::: Record extracts :::
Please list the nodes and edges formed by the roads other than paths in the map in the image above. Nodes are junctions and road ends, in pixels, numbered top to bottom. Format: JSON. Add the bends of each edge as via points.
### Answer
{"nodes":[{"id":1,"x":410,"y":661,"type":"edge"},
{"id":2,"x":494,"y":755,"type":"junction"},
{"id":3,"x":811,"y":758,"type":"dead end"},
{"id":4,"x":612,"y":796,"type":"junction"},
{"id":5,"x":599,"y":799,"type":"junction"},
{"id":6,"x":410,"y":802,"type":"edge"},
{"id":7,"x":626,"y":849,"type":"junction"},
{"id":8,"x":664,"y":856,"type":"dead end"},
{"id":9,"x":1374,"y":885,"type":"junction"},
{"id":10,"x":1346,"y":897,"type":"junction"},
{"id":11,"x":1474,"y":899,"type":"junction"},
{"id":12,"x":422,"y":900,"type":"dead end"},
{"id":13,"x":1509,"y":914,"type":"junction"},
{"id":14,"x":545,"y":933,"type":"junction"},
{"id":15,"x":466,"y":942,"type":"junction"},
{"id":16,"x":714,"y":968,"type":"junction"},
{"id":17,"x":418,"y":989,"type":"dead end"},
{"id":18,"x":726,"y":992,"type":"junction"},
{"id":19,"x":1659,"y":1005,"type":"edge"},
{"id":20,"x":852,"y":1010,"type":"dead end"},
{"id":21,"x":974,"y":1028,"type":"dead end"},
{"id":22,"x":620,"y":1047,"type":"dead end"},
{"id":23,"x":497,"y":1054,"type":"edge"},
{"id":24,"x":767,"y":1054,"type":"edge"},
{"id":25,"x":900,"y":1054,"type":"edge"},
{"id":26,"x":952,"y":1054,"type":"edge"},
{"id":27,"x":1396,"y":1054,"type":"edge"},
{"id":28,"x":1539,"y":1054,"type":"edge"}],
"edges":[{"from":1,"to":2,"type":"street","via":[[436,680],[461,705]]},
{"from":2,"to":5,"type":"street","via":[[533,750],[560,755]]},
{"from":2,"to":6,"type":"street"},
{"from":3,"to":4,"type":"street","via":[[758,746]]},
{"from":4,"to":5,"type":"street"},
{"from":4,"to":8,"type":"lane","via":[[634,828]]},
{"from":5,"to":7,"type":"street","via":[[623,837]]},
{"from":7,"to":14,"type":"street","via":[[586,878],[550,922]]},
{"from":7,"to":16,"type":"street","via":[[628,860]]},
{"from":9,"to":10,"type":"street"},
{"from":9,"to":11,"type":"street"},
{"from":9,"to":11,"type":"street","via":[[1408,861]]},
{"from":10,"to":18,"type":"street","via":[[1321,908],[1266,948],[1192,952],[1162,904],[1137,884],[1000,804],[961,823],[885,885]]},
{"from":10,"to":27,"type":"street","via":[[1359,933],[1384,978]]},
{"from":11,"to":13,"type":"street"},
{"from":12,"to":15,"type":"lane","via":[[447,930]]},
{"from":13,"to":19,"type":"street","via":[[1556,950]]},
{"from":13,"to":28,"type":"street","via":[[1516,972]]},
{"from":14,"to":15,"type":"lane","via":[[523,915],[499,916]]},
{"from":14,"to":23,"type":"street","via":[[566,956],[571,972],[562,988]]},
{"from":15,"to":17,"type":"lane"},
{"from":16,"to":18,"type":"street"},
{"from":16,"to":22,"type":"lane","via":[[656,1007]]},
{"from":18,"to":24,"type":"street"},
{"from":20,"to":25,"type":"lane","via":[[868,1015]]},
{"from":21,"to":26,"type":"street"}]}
:::
> _What needs to be done_
Above are the records. Identify each line that contains the word "lane".

> _Result_
{"from":4,"to":8,"type":"lane","via":[[634,828]]},
{"from":12,"to":15,"type":"lane","via":[[447,930]]},
{"from":14,"to":15,"type":"lane","via":[[523,915],[499,916]]},
{"from":15,"to":17,"type":"lane"},
{"from":16,"to":22,"type":"lane","via":[[656,1007]]},
{"from":20,"to":25,"type":"lane","via":[[868,1015]]},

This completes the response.